Quand la commissaire de la Manif d’art lui a commandé une oeuvre sur le thème de la résistance, la jeune artiste n’a pas hésité. « J’avais vraiment envie de faire quelque chose là-dessus. […] Je ne voulais pas juste aborder la situation des espaces verts en milieu urbain, mais toute la dimension citoyenne. Le fait que des gens se sentent interpellés par la défense de ces sites-là. »
Intitulée Mon boisé, l’installation est présentée à la Chambre blanche dans le quartier Saint-Roch. L’ensemble a notamment le mérite de faire des liens entre différents cas de sites menacés. En plus de Woodfield, elle évoque la bataille pour préserver la forêt des Hirondelles à Saint-Bruno-de-Montarville et l’achat, par un promoteur, des terres des Sulpiciens sur le mont Royal. « Ce site-là est passé au privé sans qu’on s’en occupe trop et, maintenant, l’accès est condamné », déplore Geneviève Chevalier.
Dans les trois cas, le développement urbain et la nature sont entrés en conflit. Et pour deux d’entre eux, un troisième enjeu est soulevé. « À Sillery et au mont Royal, il y a toute la dimension patrimoniale qui s’ajoute. C’est quand même notre histoire qui est menacée par la privatisation de ces sites. »
Du mont Orford à Woodfield
L’artiste n’en est pas à sa première oeuvre du genre. On lui doit aussi une installation inspirée par la bataille pour la sauvegarde du mont Orford en 2005 et une autre sur le passé agricole de la ville de Montréal.
Son travail met en évidence la beauté des arbres tout en documentant les luttes citoyennes pour les préserver. À l’entrée, des documents de consultations publiques sont consignés sur un pupitre. Sur le mur, des coupures de presse rappellent la saga politique du boisé Woodfield.
Une grande projection vidéo nous instruit sur le phénomène de « timidité des arbres » par lequel les feuillus d’une même espèce gardent une distance entre eux pour ne pas se nuire les uns les autres.

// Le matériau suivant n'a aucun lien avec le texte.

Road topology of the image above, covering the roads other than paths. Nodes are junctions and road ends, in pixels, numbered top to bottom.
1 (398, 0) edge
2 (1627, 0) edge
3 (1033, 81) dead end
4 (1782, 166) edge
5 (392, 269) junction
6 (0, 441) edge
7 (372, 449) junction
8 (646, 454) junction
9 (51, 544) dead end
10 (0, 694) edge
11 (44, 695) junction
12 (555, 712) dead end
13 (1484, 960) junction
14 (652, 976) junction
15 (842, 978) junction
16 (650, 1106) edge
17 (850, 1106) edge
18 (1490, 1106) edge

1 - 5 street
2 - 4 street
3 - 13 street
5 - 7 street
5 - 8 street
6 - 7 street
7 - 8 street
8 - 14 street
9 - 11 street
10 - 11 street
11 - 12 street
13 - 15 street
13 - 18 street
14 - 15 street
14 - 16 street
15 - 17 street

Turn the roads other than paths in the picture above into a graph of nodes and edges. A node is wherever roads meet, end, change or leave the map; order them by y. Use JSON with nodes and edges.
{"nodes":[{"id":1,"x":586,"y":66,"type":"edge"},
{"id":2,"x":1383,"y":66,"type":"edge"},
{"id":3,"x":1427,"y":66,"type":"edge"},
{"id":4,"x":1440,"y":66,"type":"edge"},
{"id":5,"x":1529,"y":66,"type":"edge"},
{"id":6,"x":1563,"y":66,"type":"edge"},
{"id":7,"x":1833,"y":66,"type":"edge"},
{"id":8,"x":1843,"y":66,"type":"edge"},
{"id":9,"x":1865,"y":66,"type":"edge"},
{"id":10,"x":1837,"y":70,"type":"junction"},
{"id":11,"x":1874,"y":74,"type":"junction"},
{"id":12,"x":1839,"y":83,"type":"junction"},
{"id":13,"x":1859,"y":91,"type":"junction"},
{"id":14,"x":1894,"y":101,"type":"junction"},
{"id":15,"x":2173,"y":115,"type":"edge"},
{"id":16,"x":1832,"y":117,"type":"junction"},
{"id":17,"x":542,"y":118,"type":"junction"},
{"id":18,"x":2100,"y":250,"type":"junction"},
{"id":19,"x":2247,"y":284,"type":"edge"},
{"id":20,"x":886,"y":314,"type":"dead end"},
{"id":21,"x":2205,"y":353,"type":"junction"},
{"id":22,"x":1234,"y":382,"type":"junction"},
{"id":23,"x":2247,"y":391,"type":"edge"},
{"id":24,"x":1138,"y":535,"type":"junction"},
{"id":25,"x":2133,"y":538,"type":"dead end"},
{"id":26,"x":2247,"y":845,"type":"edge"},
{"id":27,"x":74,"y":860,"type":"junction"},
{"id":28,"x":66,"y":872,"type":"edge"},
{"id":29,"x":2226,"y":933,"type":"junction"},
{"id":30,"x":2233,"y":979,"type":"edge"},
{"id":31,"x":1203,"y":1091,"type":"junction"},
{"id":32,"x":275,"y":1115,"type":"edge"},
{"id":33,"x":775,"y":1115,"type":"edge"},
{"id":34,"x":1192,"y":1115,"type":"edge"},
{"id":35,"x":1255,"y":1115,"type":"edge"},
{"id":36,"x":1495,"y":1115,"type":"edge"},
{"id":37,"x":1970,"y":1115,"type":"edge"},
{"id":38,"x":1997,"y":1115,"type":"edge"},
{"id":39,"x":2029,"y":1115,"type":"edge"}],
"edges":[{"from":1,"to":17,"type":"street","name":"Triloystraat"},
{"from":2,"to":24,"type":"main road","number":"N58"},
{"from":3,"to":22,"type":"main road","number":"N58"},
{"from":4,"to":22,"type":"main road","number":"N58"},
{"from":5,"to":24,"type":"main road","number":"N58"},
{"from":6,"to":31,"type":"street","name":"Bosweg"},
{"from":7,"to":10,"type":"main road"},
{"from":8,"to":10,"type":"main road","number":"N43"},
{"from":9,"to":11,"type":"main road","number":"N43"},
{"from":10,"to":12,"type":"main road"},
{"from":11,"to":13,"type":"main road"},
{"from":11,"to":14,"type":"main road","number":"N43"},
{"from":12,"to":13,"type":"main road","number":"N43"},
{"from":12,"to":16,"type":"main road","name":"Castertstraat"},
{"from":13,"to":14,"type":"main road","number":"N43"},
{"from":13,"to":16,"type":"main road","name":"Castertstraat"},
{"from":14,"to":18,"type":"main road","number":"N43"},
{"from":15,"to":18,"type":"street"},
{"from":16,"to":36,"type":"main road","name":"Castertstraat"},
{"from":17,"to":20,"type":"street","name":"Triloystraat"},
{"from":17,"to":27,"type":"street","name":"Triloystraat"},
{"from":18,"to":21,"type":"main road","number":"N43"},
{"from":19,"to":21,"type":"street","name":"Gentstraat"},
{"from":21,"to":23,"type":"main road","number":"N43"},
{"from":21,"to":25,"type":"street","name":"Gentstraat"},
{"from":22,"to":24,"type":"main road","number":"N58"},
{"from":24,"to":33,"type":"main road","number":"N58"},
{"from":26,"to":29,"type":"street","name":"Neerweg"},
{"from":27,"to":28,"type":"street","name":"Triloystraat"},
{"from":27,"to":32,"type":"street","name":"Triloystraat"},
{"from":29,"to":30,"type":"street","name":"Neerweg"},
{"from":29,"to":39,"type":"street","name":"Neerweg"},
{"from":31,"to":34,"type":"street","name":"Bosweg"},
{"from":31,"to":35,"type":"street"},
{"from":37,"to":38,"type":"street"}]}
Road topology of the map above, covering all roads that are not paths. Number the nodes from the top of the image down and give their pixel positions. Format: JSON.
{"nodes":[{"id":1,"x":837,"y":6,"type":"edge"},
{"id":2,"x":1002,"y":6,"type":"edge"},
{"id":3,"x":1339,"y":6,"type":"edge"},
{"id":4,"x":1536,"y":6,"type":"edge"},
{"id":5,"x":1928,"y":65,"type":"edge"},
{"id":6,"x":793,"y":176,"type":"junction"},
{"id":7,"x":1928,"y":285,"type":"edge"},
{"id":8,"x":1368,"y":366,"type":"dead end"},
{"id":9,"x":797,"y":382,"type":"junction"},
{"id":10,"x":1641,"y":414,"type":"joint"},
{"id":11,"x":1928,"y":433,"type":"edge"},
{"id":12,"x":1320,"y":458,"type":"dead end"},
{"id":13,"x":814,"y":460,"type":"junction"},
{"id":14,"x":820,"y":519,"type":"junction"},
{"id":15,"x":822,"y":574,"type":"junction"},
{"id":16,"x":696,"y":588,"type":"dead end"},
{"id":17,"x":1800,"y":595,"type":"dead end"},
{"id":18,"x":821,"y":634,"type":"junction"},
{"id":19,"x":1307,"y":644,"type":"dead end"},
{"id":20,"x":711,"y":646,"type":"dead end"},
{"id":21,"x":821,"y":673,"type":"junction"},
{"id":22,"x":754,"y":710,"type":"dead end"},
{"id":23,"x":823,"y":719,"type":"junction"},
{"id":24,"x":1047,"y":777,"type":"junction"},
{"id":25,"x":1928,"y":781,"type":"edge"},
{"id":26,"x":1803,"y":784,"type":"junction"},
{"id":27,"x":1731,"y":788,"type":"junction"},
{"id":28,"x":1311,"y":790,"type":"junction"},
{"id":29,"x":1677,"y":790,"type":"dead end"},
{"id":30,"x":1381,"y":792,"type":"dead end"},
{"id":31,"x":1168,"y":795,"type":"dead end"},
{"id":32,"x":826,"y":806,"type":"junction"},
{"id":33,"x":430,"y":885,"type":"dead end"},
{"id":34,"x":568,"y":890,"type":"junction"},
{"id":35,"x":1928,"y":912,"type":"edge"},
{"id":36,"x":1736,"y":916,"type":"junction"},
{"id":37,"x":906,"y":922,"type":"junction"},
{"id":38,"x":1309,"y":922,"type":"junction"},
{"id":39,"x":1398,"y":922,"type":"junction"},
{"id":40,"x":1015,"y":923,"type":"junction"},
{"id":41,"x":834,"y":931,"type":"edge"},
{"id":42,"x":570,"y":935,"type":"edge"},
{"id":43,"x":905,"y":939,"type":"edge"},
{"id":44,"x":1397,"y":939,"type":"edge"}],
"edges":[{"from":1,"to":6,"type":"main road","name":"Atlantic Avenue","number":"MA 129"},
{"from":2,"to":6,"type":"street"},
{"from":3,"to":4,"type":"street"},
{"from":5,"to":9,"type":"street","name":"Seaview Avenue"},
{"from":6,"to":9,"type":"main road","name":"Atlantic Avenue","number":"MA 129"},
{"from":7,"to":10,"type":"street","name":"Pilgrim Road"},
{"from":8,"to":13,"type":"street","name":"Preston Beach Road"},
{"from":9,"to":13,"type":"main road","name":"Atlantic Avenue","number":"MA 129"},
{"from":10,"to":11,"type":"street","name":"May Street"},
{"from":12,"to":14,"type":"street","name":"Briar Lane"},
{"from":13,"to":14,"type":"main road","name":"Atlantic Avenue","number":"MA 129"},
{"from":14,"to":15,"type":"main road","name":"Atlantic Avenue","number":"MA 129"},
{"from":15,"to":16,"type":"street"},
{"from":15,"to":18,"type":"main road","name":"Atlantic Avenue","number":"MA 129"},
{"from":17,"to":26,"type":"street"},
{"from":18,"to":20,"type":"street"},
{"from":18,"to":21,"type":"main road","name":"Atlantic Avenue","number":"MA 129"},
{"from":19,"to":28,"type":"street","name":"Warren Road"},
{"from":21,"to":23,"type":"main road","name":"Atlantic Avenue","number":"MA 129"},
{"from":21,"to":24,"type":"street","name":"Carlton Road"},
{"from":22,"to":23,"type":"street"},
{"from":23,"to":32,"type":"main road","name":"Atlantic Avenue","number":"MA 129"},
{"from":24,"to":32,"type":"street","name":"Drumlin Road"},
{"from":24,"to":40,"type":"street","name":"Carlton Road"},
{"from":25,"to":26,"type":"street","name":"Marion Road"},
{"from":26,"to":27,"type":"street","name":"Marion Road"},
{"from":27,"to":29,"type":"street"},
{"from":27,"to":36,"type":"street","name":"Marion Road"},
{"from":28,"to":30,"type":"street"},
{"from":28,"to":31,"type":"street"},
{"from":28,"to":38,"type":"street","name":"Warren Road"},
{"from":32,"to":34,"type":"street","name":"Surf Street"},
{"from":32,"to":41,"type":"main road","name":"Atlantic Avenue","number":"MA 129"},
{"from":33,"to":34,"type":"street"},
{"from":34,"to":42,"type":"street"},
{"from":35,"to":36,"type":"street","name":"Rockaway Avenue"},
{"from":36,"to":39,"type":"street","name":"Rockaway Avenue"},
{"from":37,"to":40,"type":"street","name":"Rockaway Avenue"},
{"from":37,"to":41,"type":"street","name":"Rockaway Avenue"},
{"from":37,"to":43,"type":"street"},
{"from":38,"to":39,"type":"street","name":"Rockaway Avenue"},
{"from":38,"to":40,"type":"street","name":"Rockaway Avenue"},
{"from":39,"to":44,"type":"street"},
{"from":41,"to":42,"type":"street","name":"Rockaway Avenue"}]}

Dans le centre de la salle, on peut écouter une longue entrevue réalisée par l’artiste avec Marilou Alarie, du Regroupement des citoyens pour la sauvegarde de la Forêt des hirondelles. « Cet exemple-là est intéressant parce qu’il y a des citoyens qui sont passés au niveau politique aux élections », remarque Geneviève Chevalier. En effet, Marilou Alarie a été élue comme conseillère municipale à Saint-Bruno-de-Montarville aux dernières élections. Sa lutte pour préserver la forêt des promoteurs est passée à un autre niveau.
On n’a pas affaire ici à une oeuvre coup-de-poing, mais plutôt à l’évocation d’un phénomène. Les représentations d’arbres dans la salle favorisent davantage la plénitude que la confrontation. « Je voulais que ce soit contemplatif, qu’on ait l’impression d’entrer dans la forêt», explique Mme Chevalier.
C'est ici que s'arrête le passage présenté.